Hélices giravam a flor
do menino louco
que fechava os olhos
pra construir palácios
equinociais de brilhantes.
Assumia velocidades.
Enfrenava a dor.
O cavalo aparteando as crinas,
o fogo das narinas,
o lombo sextavado
de tatuagens hídricas.
O menino louco de ausentar
paz cumpria de detalhes
cada vazio do dia.
Vendia princípios
discricionários
de alegria.
Certa vez contou aos seus
uns descomedimentos.
Tiraram-no do céu,
puseram-no na mesa.
Foi quando descobriu o lápis e o papel.
O cesto
A canção vem
como quisesse
recompor o quarto.
A mão do pai
era um breve
aceno.
A mãe sussurrava
suas dores.
Trançava
os carinhos
num cesto.
Domava o tempo
na mandala,
o cosmos
era ali
dominado arquétipo.
Ela cantava timidamente
aos domingos.
Um terço quase à mão,
o menino do lado
procurando o fundo
e o fundo talhado
de certas texturas
e a vida dura,
a vida dura.
Ela cantava timidamente
aos domingos.
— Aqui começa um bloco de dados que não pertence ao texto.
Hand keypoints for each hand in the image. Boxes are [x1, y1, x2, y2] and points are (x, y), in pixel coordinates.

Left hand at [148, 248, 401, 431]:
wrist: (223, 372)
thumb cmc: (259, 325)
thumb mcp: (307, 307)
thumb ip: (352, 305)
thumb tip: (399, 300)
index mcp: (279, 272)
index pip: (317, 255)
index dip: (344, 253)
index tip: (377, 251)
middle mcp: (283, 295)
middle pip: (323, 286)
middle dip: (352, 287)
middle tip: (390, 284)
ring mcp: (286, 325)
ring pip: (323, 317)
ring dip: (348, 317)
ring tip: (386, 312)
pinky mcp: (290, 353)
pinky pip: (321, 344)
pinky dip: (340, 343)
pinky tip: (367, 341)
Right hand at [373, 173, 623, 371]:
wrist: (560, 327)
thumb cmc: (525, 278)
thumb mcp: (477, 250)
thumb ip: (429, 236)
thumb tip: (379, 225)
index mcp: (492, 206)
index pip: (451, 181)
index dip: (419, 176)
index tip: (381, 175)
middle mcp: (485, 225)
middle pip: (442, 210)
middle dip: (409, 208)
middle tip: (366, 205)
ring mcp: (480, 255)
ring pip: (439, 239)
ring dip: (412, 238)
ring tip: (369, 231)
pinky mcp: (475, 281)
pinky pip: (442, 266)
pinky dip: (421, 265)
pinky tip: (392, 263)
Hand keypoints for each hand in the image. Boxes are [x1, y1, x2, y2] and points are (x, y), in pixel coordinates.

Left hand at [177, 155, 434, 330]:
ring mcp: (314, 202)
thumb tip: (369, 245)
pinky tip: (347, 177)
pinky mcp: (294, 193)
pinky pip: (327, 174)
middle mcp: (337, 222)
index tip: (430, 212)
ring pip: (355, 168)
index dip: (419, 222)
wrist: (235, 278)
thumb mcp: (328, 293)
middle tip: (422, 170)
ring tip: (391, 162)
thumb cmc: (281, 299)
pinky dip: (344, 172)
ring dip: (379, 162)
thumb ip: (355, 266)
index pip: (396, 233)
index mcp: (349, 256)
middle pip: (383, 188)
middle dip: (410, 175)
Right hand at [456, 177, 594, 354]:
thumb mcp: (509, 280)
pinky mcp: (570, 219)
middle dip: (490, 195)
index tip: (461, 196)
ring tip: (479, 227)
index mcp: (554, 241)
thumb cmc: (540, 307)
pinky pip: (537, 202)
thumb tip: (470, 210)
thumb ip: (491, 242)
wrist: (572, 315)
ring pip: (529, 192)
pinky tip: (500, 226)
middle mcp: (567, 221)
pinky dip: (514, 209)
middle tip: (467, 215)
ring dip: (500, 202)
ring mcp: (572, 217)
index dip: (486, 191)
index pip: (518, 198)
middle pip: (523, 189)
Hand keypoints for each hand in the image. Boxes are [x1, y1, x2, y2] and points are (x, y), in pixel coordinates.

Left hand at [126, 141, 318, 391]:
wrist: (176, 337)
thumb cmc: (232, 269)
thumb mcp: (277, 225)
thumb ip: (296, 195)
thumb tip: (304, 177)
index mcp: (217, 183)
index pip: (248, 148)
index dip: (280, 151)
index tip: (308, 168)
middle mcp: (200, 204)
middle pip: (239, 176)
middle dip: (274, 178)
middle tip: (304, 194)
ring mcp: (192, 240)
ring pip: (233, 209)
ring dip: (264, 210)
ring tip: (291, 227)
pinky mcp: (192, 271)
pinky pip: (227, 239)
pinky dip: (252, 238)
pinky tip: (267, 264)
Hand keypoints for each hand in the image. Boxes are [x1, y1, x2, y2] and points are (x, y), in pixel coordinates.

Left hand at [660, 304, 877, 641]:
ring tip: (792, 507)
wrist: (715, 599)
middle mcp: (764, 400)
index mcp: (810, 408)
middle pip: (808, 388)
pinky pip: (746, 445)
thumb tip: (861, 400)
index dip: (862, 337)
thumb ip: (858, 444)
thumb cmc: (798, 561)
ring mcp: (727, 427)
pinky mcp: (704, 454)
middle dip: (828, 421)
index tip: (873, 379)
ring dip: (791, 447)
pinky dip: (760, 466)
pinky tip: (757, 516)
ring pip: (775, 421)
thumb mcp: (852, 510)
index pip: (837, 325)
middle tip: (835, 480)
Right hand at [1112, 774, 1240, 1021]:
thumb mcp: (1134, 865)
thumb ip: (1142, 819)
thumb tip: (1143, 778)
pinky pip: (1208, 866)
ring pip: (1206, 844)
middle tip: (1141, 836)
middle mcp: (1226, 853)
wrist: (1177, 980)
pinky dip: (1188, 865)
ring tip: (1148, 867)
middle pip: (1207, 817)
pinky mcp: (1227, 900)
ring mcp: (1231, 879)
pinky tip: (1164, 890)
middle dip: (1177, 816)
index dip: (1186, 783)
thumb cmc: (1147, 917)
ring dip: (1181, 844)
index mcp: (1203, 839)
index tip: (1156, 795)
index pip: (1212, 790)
Ela existia.
A interdição da lucidez,
a utilidade dos dias,
o lucro dos bancos,
o riso cainho dos bancos.
No domingo,
o cesto era arte
e o delírio,
o lenço na cabeça,
rosas, espirais,
ondulações
e corpos dizendo dança.
A flauta fazendo uma música
de muitas curvas.
E o pai num breve lenço de adeus.
Ela tirava do cesto
o ócio com uma delicadeza
de colibri
e se espalhava
diante do menino que sorria,
que desmanchava sua prisão,
sua timidez.
E o mito levantava-se das águas
sem fé alguma.
Talvez, por isso,
tenham fundado Deus.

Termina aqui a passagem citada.